Why were these challenges for my company?

  • "Everyone needed to be full-time on the team" - Traditionally people work on 2-3 projects at one time, this means getting full-time resources requires some serious shifting of work.
  • "No remote devs" - Every project leader at my company prefers on-site devs. Giving my project 2 full-time devs means other projects have to rely more on remote devs. I like the other project leaders, I didn't want to make them mad by "stealing" their resources (Nor did management).
  • "I wanted particular devs to be on the team" - The two developers had some other commitments to projects, so it was going to be difficult to free them from those commitments.

Anyway enough background. Monday morning I was still bubbling with excitement. I talked with our VP of Operations to see if she thought I was crazy or if it might be possible. She seemed to think the idea was interesting, but there was a wrinkle, a big wrinkle. I could get a smattering of part time in house devs or some full-time remote devs, but getting two full-time in house devs on one project was just impossible. The question I asked myself was, "Is there something that can be done to still make this team a reality?" The company didn't have the resources to have three people full-time on one project, but what if the team worked on two projects? Two projects, three people, two computers and one office. Two projects would be more challenging for the team, but it still seemed doable. Our VP also thought it was a possibility.

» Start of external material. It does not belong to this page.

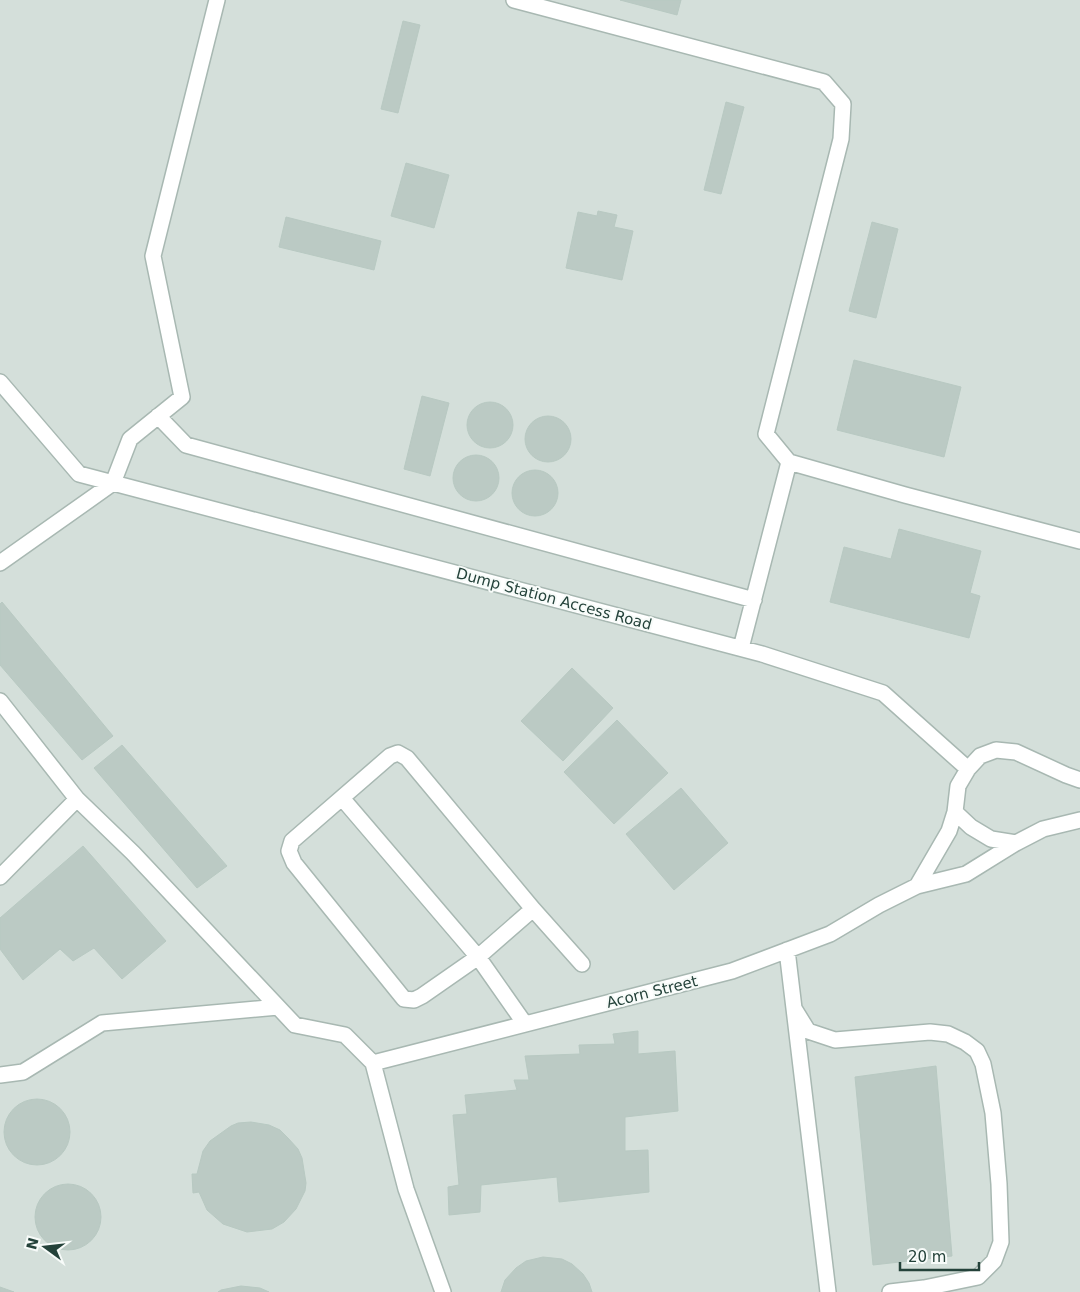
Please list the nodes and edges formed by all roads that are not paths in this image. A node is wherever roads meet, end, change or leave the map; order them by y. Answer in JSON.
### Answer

I floated the idea a little more, people seemed interested especially our new VP of Technology. He was fully on-board and championed the creation of the team. Everyone thought it was an experiment worth trying, and now I'm a member of a three person XP team. Last Friday we completed our first iteration and I couldn't be having more fun.

Monday, May 3, 2010

I hate looping / iterating / eaching

I really hate looping. I mean I really hate looping. Why is that you ask? Because most of the time our looping is not looping. You're filtering, you're transforming or you're calculating, you're not looping. Looping is a means to an end. You loop to perform those actions. But syntactically it's quite common in many languages to see something like: for (blah in blahs) do some filtering / transforming / what ever. Why does the statement "for (blah in blahs)" come first? why isn't it blahs.filter(some predicate) or filter(blahs predicate) or blahs.transform(some stuff) or really so many other options. Why isn't the intent of transforming / filtering / calculating brought to the forefront?

I love clojure's solutions to the issue: filter, map, reduce. You can get rid of 99% of all your looping and describe better what you're trying to do. I've been trying this in java (I know I know it's a mistake)... with google collections. I mean great they have filter, transform, this will look great. It really doesn't:

List filtered = new ArrayList( Collections2.filter(foos, new Predicate() { @Override public boolean apply(Foo foo) { return foo.isBar() && foo.isBaz(); } }));
vs
List filtered = new ArrayList(); for (Foo foo : foos) { if (foo.isBar() && foo.isBaz()) { filtered.add(foo); } }

Well fine I'm maintaining intent (I guess) by using a filter method and a predicate, but the whole filter mechanism gets completely lost in all the boiler plate java cruft. I love that I can just implement an apply method, highlighting the boolean expression, and the magic is done for me, but I need so much more code to get my work done. Sure I'm removing duplication of looping (which is nice) but at such a legibility cost. Maybe I'll get used to all the crazy syntax, and it will just fade into the background, but for the moment I'm really doubting it.